··· Supplied entries

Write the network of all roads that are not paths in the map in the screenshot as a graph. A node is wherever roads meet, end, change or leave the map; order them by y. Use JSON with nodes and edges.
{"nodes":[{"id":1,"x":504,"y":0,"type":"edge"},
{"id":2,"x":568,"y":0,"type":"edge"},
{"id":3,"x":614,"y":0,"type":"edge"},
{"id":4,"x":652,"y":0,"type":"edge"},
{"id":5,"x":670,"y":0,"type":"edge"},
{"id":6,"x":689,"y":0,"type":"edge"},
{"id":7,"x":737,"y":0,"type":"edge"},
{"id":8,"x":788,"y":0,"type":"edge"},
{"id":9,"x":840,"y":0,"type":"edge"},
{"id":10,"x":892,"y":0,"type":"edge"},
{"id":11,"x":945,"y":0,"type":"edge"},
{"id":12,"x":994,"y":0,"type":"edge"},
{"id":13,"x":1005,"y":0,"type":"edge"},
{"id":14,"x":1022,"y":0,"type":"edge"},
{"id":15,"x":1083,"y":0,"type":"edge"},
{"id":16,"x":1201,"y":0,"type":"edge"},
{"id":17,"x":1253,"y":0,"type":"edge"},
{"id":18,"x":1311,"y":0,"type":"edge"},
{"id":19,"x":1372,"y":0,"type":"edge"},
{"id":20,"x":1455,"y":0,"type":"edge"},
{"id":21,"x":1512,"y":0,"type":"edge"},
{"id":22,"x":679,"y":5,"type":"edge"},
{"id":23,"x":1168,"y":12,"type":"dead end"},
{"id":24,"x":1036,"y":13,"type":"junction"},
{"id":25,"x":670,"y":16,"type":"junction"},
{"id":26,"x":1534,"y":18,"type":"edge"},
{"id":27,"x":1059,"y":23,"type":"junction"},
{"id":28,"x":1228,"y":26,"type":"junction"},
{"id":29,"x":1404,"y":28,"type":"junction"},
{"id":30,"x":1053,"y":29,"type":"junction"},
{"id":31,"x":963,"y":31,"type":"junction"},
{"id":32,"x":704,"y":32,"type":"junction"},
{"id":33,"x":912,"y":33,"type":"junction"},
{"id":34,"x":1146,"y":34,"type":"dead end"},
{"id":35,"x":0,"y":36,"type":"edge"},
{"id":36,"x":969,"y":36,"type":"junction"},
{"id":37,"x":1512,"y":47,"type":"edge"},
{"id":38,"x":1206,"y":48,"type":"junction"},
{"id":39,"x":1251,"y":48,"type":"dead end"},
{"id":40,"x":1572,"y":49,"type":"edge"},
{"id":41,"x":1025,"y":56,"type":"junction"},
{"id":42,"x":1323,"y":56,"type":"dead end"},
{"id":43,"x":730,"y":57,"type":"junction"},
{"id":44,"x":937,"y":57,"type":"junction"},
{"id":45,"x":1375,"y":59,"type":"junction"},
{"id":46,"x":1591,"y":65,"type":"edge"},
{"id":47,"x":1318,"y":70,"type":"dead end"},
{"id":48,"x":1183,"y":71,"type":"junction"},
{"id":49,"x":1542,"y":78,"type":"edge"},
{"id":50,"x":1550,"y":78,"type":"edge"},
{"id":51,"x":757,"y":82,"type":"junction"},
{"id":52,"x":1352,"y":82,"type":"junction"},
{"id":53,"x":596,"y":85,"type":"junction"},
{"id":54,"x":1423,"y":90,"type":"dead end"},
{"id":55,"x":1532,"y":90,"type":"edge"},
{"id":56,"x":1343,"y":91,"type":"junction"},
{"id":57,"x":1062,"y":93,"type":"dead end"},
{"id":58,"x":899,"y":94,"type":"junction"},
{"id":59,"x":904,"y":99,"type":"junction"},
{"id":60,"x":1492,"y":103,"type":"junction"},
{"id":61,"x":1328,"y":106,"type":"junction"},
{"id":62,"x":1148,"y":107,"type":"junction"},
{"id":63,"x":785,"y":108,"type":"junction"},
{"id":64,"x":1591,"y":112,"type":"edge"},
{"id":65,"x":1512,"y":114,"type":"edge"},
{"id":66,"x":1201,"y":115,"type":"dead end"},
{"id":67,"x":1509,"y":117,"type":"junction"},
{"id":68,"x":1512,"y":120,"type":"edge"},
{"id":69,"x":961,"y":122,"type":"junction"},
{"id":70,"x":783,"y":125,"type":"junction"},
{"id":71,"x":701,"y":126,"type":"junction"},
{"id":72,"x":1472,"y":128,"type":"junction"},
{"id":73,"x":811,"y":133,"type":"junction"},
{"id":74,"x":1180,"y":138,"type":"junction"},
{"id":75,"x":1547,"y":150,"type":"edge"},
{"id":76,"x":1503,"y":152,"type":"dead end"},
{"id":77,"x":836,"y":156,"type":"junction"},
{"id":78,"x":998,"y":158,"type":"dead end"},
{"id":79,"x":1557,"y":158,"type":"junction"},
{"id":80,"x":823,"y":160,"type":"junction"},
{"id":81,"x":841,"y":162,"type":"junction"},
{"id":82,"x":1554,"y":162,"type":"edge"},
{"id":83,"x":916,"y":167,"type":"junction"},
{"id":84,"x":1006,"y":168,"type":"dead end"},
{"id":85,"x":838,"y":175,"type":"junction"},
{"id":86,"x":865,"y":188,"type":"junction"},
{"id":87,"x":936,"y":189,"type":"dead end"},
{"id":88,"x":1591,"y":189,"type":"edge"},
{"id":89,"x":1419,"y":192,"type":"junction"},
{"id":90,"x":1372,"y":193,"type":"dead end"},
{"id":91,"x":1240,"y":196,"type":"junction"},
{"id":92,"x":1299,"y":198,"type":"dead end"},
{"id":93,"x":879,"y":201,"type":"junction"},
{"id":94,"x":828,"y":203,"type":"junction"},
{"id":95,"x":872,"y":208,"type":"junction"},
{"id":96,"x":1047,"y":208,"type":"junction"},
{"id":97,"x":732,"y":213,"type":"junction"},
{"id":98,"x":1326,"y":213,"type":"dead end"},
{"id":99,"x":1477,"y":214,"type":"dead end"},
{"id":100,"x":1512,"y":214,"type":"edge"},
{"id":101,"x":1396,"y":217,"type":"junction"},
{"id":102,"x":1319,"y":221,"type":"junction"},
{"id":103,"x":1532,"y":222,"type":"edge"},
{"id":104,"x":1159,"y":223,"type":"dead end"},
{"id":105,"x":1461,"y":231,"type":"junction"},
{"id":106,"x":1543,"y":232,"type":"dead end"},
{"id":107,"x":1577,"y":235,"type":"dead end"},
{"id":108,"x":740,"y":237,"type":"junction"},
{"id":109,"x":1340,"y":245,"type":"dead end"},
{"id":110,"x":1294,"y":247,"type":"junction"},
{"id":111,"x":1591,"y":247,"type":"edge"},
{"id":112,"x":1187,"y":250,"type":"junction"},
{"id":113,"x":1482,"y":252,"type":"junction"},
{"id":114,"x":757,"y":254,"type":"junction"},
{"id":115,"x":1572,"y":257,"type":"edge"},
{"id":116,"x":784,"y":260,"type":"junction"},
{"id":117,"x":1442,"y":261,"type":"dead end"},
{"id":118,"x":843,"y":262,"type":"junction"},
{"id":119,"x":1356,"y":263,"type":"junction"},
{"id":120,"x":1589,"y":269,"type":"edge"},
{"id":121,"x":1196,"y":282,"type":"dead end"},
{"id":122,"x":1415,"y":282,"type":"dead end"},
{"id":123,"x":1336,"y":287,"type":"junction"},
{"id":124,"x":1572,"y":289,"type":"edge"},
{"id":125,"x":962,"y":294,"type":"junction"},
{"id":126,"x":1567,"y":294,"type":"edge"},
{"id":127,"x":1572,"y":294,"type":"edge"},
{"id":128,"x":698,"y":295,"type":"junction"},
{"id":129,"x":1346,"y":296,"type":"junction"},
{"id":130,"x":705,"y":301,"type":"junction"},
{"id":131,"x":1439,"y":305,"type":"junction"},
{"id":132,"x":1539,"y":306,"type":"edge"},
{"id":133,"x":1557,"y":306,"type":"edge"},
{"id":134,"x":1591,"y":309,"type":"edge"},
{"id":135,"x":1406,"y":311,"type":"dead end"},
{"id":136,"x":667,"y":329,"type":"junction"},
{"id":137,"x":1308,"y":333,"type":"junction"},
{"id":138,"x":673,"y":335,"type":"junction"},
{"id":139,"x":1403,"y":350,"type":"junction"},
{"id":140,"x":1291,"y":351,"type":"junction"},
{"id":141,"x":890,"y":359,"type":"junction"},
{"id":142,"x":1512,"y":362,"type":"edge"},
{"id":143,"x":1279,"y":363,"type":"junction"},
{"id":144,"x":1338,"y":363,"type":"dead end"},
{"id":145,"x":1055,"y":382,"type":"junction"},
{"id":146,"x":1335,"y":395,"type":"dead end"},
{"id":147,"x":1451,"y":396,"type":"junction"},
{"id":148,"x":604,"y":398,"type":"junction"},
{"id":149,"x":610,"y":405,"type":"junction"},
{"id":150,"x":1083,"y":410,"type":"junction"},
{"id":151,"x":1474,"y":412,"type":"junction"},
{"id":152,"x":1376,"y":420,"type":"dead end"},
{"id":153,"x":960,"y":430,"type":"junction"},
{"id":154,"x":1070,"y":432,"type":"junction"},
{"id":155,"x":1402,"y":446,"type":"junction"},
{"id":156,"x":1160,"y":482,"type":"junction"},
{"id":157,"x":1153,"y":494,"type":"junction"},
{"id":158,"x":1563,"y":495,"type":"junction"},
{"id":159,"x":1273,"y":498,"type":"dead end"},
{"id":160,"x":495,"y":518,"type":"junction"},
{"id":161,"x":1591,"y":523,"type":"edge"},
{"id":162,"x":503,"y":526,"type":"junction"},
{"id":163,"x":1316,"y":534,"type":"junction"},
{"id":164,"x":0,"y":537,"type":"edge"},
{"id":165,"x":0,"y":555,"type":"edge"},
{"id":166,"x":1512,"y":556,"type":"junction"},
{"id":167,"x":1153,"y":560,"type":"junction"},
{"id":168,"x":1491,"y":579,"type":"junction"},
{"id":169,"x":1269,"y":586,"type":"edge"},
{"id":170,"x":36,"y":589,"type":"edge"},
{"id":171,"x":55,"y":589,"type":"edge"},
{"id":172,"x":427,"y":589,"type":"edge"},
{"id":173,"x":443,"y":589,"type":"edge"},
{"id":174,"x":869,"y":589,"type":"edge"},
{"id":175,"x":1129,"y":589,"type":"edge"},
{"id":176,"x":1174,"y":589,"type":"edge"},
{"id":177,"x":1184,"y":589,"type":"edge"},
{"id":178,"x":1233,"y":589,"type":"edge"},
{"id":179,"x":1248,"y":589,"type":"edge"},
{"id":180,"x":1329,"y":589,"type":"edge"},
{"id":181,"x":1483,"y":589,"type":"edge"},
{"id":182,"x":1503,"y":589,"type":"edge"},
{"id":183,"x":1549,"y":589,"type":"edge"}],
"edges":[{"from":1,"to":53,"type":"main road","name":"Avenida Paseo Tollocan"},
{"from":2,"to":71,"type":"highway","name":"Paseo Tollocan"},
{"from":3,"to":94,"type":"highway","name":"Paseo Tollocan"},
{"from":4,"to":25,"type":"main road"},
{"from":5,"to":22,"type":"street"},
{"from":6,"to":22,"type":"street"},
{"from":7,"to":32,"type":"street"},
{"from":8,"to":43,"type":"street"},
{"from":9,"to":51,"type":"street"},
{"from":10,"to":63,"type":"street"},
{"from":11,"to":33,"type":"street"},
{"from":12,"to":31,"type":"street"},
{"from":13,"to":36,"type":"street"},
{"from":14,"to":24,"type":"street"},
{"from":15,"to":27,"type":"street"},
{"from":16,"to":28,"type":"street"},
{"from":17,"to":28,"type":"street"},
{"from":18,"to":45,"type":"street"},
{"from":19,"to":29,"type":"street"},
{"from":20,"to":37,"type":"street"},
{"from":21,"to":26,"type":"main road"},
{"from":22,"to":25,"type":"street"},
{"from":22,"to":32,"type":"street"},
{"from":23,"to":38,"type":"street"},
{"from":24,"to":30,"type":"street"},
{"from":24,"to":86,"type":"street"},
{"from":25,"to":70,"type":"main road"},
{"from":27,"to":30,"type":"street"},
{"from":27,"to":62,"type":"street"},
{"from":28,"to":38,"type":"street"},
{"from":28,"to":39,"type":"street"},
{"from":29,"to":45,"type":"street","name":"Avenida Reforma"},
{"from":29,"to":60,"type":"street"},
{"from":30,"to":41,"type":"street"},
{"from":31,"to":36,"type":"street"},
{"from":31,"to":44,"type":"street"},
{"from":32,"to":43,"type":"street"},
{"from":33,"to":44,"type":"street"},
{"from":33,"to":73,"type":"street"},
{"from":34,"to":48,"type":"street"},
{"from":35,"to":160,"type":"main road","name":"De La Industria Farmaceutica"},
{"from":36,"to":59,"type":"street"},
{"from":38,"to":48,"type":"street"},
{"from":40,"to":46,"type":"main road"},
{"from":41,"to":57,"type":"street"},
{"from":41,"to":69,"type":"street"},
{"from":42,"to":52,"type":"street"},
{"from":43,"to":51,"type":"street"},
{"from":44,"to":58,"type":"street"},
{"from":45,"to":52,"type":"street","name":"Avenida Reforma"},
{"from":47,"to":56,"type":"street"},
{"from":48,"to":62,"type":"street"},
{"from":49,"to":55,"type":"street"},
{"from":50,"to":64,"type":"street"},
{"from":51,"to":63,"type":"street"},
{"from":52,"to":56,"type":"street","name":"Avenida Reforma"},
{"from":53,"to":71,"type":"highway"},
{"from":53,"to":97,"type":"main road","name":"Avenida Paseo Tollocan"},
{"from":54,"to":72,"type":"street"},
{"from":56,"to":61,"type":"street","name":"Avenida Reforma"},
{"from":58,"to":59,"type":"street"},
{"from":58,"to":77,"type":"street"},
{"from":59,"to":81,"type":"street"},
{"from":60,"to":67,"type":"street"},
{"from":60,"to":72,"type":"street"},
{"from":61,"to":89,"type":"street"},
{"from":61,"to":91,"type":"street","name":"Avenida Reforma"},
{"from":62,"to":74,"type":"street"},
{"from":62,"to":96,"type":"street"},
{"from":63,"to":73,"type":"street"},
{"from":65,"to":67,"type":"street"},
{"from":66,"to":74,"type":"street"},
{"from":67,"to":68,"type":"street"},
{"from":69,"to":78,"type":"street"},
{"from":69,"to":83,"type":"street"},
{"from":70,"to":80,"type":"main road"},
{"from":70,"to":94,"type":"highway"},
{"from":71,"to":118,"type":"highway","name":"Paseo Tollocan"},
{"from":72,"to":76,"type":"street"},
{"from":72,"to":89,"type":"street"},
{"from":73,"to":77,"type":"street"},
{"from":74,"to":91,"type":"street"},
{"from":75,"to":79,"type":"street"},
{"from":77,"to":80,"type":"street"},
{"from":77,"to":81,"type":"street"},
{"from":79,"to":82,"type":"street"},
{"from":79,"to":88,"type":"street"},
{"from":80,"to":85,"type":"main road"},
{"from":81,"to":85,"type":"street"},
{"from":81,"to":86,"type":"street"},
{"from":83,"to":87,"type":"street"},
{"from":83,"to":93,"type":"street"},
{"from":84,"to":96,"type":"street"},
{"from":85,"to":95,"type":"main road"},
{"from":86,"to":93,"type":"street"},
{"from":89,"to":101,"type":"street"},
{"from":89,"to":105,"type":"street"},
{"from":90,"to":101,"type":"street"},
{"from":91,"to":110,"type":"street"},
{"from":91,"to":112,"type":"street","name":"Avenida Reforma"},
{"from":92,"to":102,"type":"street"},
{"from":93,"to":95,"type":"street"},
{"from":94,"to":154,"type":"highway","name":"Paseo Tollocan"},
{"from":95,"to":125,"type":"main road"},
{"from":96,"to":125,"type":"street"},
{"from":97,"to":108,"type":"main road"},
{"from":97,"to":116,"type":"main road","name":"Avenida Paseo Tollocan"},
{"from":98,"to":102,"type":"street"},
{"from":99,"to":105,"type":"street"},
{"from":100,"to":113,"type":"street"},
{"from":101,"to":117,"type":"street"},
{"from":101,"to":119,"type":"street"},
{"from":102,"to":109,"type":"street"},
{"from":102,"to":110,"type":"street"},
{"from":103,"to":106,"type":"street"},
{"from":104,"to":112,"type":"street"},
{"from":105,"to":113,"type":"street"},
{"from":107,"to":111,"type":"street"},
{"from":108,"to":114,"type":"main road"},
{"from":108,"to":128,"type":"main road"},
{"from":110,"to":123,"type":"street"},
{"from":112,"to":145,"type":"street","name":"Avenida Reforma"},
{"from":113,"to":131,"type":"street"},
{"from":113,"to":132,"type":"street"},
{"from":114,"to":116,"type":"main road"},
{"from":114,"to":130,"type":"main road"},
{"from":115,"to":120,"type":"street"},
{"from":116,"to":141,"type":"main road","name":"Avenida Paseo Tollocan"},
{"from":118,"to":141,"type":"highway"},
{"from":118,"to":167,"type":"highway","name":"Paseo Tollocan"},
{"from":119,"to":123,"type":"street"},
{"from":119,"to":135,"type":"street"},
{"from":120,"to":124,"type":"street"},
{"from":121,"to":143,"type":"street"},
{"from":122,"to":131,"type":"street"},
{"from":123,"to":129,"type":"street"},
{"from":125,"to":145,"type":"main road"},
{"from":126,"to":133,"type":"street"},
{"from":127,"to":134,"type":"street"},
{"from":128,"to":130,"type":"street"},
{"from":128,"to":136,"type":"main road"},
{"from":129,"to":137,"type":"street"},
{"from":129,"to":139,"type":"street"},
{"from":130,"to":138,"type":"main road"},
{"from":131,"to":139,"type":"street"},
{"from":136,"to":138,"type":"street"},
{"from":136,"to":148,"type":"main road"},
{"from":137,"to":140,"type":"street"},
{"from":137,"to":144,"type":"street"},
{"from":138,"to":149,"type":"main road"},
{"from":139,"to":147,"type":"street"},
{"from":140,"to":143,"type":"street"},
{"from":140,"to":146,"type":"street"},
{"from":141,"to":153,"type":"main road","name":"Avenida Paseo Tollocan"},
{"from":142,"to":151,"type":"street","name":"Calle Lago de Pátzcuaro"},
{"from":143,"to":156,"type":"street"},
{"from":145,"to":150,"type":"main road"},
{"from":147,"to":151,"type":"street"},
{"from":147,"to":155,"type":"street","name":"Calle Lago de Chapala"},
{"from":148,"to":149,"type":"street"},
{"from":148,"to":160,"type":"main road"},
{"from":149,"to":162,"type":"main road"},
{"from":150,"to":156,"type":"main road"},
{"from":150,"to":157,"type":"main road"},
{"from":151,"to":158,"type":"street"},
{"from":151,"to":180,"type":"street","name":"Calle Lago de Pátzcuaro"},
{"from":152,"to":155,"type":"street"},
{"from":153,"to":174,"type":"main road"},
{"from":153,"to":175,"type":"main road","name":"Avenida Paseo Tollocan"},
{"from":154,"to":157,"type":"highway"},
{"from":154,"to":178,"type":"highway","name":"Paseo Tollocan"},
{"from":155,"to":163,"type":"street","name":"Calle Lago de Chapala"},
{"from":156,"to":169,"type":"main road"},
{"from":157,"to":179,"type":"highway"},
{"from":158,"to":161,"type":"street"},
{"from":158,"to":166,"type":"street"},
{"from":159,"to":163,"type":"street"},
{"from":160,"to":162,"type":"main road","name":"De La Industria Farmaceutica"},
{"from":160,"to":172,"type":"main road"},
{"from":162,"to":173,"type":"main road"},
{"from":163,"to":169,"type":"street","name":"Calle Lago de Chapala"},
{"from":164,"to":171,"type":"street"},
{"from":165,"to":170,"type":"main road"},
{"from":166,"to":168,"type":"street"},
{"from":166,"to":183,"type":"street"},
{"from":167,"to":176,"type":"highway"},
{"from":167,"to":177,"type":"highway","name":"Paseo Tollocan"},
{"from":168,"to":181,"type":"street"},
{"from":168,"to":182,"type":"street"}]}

······
··· Supplied entries

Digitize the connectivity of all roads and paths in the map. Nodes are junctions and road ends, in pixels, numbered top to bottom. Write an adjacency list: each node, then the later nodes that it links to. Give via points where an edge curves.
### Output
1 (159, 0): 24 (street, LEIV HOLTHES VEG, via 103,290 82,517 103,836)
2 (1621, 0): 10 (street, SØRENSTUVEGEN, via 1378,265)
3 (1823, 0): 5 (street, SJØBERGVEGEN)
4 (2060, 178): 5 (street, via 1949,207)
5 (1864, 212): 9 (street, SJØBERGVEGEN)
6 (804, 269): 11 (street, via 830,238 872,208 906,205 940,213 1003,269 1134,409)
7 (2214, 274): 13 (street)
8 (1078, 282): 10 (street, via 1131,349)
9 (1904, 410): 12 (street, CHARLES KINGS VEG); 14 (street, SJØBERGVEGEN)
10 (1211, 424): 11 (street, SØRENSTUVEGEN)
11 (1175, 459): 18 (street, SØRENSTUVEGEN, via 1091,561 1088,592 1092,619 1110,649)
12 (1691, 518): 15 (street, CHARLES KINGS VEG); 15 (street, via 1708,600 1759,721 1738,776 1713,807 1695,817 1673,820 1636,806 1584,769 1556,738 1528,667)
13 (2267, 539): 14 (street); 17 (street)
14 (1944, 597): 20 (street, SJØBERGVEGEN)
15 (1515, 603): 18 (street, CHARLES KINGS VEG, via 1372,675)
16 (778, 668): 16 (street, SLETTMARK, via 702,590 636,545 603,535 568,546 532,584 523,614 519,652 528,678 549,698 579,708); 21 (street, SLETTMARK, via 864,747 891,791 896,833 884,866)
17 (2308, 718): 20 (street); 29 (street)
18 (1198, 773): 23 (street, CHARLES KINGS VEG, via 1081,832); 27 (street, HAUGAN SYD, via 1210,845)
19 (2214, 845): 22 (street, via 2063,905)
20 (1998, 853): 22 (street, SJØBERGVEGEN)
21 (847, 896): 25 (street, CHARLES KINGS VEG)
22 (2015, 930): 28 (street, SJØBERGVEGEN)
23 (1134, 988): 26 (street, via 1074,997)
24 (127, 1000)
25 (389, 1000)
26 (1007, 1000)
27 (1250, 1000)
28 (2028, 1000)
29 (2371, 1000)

······
··· Supplied entries

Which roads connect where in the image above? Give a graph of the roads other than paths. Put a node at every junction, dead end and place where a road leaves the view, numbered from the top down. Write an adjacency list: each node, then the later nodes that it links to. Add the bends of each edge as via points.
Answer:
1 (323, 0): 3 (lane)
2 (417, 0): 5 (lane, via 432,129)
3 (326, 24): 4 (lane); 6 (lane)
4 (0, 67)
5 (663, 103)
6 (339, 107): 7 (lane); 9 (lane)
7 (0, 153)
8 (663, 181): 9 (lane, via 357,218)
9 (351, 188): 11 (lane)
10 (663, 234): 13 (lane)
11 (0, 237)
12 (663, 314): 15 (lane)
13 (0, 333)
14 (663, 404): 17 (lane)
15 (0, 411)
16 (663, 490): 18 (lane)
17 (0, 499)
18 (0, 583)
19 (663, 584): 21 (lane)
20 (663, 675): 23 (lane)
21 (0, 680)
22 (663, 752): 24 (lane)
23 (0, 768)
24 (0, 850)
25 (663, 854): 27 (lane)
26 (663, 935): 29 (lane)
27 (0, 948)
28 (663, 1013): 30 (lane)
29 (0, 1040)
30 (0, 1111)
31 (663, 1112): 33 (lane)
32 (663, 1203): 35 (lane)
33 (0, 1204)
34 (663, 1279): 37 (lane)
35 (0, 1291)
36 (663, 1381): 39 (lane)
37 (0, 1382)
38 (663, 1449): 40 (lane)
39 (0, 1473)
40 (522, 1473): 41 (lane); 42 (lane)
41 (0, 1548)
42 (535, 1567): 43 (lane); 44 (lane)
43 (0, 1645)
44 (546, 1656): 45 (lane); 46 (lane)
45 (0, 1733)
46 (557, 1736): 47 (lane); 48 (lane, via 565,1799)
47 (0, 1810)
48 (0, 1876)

······

# Work to be completed
All lines that hold the word "numbered" should be copied from the data.

# Answer box
Digitize the connectivity of all roads and paths in the map. Nodes are junctions and road ends, in pixels, numbered top to bottom. Write an adjacency list: each node, then the later nodes that it links to. Give via points where an edge curves.
Which roads connect where in the image above? Give a graph of the roads other than paths. Put a node at every junction, dead end and place where a road leaves the view, numbered from the top down. Write an adjacency list: each node, then the later nodes that it links to. Add the bends of each edge as via points.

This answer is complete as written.